--- Data shown ---
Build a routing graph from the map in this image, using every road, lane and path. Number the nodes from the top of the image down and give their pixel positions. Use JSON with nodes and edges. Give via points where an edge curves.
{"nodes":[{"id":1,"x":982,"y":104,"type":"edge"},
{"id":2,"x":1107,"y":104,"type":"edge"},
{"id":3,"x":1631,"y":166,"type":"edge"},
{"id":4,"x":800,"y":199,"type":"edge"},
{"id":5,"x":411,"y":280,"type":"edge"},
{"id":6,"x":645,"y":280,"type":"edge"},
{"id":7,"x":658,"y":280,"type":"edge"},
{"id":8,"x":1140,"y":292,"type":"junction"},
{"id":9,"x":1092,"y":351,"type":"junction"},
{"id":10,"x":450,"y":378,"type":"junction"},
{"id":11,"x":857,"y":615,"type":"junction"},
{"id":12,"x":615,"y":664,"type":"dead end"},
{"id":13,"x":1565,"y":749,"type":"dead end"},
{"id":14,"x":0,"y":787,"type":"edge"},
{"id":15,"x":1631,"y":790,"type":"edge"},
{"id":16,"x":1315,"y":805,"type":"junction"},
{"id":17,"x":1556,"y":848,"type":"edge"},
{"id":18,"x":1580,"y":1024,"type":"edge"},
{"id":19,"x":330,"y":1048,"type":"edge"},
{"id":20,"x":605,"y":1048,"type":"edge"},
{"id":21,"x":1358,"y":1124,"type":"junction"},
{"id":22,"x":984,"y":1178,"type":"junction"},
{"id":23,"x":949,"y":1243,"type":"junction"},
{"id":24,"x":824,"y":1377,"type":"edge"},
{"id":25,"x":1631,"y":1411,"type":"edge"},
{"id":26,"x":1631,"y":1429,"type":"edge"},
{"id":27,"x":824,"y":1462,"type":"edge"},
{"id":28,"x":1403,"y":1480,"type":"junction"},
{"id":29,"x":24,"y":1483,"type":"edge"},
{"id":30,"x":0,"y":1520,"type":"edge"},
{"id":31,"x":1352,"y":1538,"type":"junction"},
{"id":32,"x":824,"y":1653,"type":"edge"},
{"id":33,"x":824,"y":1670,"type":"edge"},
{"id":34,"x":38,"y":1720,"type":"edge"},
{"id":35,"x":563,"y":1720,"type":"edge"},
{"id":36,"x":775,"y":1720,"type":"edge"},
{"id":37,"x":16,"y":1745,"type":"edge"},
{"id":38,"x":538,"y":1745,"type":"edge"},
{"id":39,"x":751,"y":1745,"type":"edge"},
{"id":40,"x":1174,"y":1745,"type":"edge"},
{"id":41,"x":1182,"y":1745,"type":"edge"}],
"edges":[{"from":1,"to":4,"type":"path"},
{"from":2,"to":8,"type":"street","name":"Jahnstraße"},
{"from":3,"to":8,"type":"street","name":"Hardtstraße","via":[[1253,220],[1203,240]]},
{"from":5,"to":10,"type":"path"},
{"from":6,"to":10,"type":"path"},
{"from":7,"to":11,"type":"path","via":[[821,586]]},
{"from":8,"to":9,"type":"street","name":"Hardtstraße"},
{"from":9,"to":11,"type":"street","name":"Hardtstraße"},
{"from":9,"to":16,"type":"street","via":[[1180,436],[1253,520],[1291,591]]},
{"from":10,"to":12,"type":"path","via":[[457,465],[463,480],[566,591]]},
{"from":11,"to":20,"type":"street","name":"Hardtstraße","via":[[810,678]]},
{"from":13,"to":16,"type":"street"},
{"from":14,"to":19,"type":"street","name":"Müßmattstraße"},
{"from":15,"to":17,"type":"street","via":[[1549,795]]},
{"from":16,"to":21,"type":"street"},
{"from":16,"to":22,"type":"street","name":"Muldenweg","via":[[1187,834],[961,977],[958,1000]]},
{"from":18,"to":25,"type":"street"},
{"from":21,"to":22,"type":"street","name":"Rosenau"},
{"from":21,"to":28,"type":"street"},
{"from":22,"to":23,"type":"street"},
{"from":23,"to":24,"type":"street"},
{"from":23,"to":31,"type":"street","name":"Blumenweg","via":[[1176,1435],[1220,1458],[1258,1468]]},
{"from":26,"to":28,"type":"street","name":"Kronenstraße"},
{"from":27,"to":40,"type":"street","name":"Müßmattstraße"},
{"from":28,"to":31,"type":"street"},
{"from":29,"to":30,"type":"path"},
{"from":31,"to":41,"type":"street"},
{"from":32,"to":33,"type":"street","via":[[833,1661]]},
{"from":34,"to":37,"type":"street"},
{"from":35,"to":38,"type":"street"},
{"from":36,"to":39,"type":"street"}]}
---
- Your instructions: Set the entries above down once more, exactly as they stand.

- Result for this task:
Build a routing graph from the map in this image, using every road, lane and path. Number the nodes from the top of the image down and give their pixel positions. Use JSON with nodes and edges. Give via points where an edge curves.
{"nodes":[{"id":1,"x":982,"y":104,"type":"edge"},
{"id":2,"x":1107,"y":104,"type":"edge"},
{"id":3,"x":1631,"y":166,"type":"edge"},
{"id":4,"x":800,"y":199,"type":"edge"},
{"id":5,"x":411,"y":280,"type":"edge"},
{"id":6,"x":645,"y":280,"type":"edge"},
{"id":7,"x":658,"y":280,"type":"edge"},
{"id":8,"x":1140,"y":292,"type":"junction"},
{"id":9,"x":1092,"y":351,"type":"junction"},
{"id":10,"x":450,"y":378,"type":"junction"},
{"id":11,"x":857,"y":615,"type":"junction"},
{"id":12,"x":615,"y":664,"type":"dead end"},
{"id":13,"x":1565,"y":749,"type":"dead end"},
{"id":14,"x":0,"y":787,"type":"edge"},
{"id":15,"x":1631,"y":790,"type":"edge"},
{"id":16,"x":1315,"y":805,"type":"junction"},
{"id":17,"x":1556,"y":848,"type":"edge"},
{"id":18,"x":1580,"y":1024,"type":"edge"},
{"id":19,"x":330,"y":1048,"type":"edge"},
{"id":20,"x":605,"y":1048,"type":"edge"},
{"id":21,"x":1358,"y":1124,"type":"junction"},
{"id":22,"x":984,"y":1178,"type":"junction"},
{"id":23,"x":949,"y":1243,"type":"junction"},
{"id":24,"x":824,"y":1377,"type":"edge"},
{"id":25,"x":1631,"y":1411,"type":"edge"},
{"id":26,"x":1631,"y":1429,"type":"edge"},
{"id":27,"x":824,"y":1462,"type":"edge"},
{"id":28,"x":1403,"y":1480,"type":"junction"},
{"id":29,"x":24,"y":1483,"type":"edge"},
{"id":30,"x":0,"y":1520,"type":"edge"},
{"id":31,"x":1352,"y":1538,"type":"junction"},
{"id":32,"x":824,"y":1653,"type":"edge"},
{"id":33,"x":824,"y":1670,"type":"edge"},
{"id":34,"x":38,"y":1720,"type":"edge"},
{"id":35,"x":563,"y":1720,"type":"edge"},
{"id":36,"x":775,"y":1720,"type":"edge"},
{"id":37,"x":16,"y":1745,"type":"edge"},
{"id":38,"x":538,"y":1745,"type":"edge"},
{"id":39,"x":751,"y":1745,"type":"edge"},
{"id":40,"x":1174,"y":1745,"type":"edge"},
{"id":41,"x":1182,"y":1745,"type":"edge"}],
"edges":[{"from":1,"to":4,"type":"path"},
{"from":2,"to":8,"type":"street","name":"Jahnstraße"},
{"from":3,"to":8,"type":"street","name":"Hardtstraße","via":[[1253,220],[1203,240]]},
{"from":5,"to":10,"type":"path"},
{"from":6,"to":10,"type":"path"},
{"from":7,"to":11,"type":"path","via":[[821,586]]},
{"from":8,"to":9,"type":"street","name":"Hardtstraße"},
{"from":9,"to":11,"type":"street","name":"Hardtstraße"},
{"from":9,"to":16,"type":"street","via":[[1180,436],[1253,520],[1291,591]]},
{"from":10,"to":12,"type":"path","via":[[457,465],[463,480],[566,591]]},
{"from":11,"to":20,"type":"street","name":"Hardtstraße","via":[[810,678]]},
{"from":13,"to":16,"type":"street"},
{"from":14,"to":19,"type":"street","name":"Müßmattstraße"},
{"from":15,"to":17,"type":"street","via":[[1549,795]]},
{"from":16,"to":21,"type":"street"},
{"from":16,"to":22,"type":"street","name":"Muldenweg","via":[[1187,834],[961,977],[958,1000]]},
{"from":18,"to":25,"type":"street"},
{"from":21,"to":22,"type":"street","name":"Rosenau"},
{"from":21,"to":28,"type":"street"},
{"from":22,"to":23,"type":"street"},
{"from":23,"to":24,"type":"street"},
{"from":23,"to":31,"type":"street","name":"Blumenweg","via":[[1176,1435],[1220,1458],[1258,1468]]},
{"from":26,"to":28,"type":"street","name":"Kronenstraße"},
{"from":27,"to":40,"type":"street","name":"Müßmattstraße"},
{"from":28,"to":31,"type":"street"},
{"from":29,"to":30,"type":"path"},
{"from":31,"to":41,"type":"street"},
{"from":32,"to":33,"type":"street","via":[[833,1661]]},
{"from":34,"to":37,"type":"street"},
{"from":35,"to":38,"type":"street"},
{"from":36,"to":39,"type":"street"}]}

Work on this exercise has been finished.